▶ [About this task]: The answer must be every line from the entries below that contains "roads".

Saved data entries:
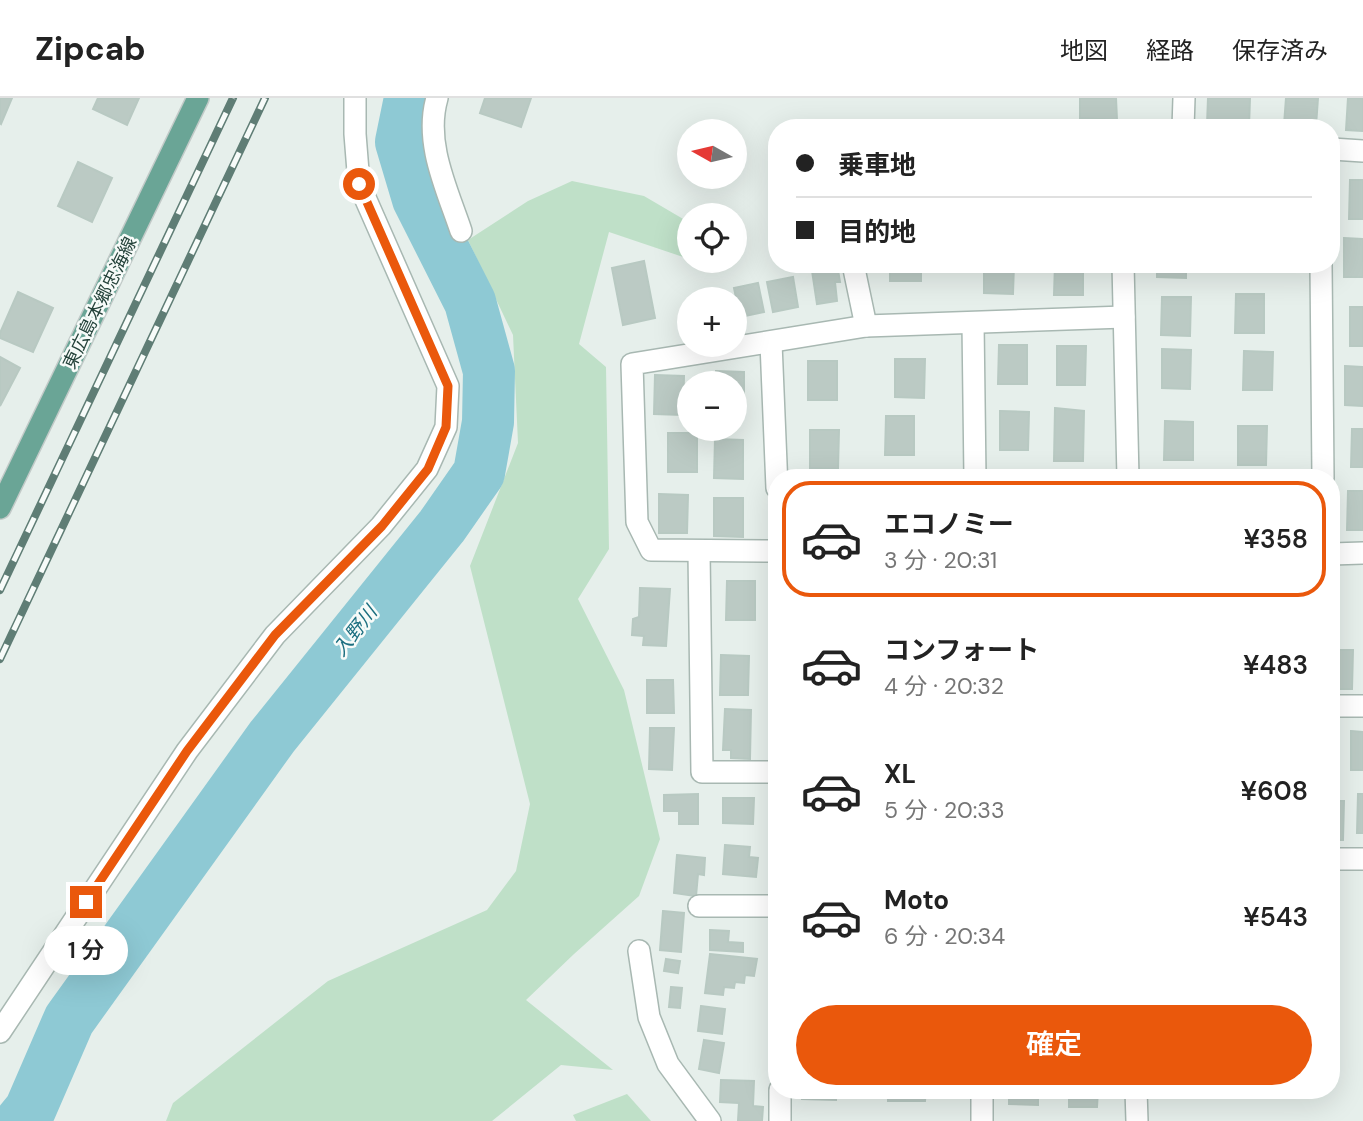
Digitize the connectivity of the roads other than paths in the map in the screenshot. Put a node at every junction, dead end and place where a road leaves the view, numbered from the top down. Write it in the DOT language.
graph roads {
  1 [pos="198,98"];
  2 [pos="355,98"];
  3 [pos="436,98"];
  4 [pos="1184,98"];
  5 [pos="1183,119"];
  6 [pos="1340,150"];
  7 [pos="1363,152"];
  8 [pos="461,231"];
  9 [pos="855,273"];
  10 [pos="1123,273"];
  11 [pos="1321,273"];
  12 [pos="1124,317"];
  13 [pos="973,323"];
  14 [pos="866,326"];
  15 [pos="771,343"];
  16 [pos="776,469"];
  17 [pos="975,469"];
  18 [pos="1128,469"];
  19 [pos="1323,469"];
  20 [pos="0,508"];
  21 [pos="768,551"];
  22 [pos="699,552"];
  23 [pos="1363,553"];
  24 [pos="1340,554"];
  25 [pos="1340,706"];
  26 [pos="1363,706"];
  27 [pos="768,772"];
  28 [pos="1340,859"];
  29 [pos="1363,859"];
  30 [pos="699,906"];
  31 [pos="768,906"];
  32 [pos="639,950"];
  33 [pos="0,1032"];
  34 [pos="780,1099"];
  35 [pos="982,1099"];
  36 [pos="1136,1099"];
  37 [pos="709,1121"];
  38 [pos="780,1121"];
  39 [pos="982,1121"];
  40 [pos="1137,1121"];
  1 -- 20 [label="main road, 東広島本郷忠海線"];
  2 -- 33 [label="street"];
  3 -- 8 [label="street"];
  4 -- 5 [label="street"];
  6 -- 7 [label="street"];
  9 -- 14 [label="street"];
  10 -- 12 [label="street"];
  11 -- 19 [label="street"];
  12 -- 13 [label="street"];
  12 -- 18 [label="street"];
  13 -- 14 [label="street"];
  13 -- 17 [label="street"];
  14 -- 15 [label="street"];
  15 -- 16 [label="street"];
  15 -- 22 [label="street"];
  21 -- 22 [label="street"];
  22 -- 27 [label="street"];
  23 -- 24 [label="street"];
  25 -- 26 [label="street"];
  28 -- 29 [label="street"];
  30 -- 31 [label="street"];
  32 -- 37 [label="street"];
  34 -- 38 [label="street"];
  35 -- 39 [label="street"];
  36 -- 40 [label="street"];
}
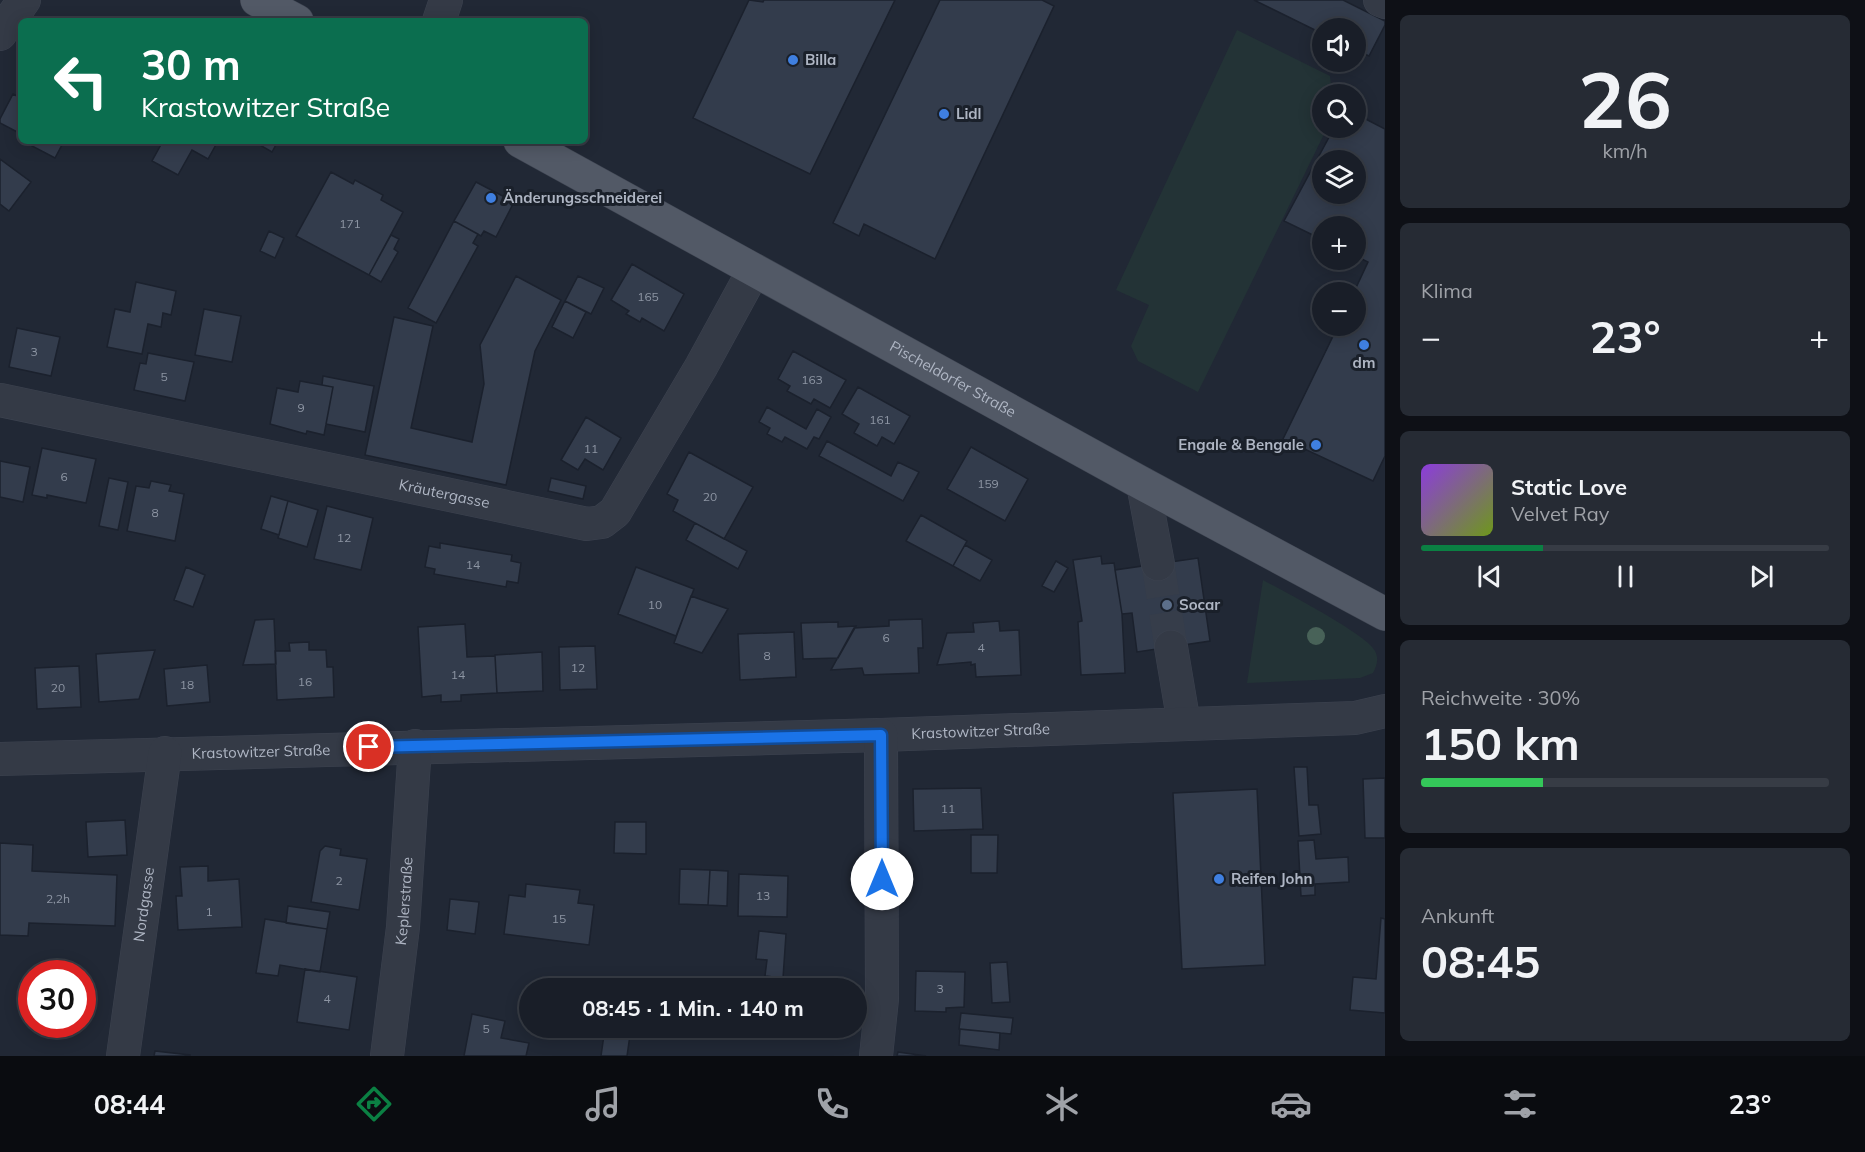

▶ [Answer for this exercise]:
Digitize the connectivity of the roads other than paths in the map in the screenshot. Put a node at every junction, dead end and place where a road leaves the view, numbered from the top down. Write it in the DOT language.
graph roads {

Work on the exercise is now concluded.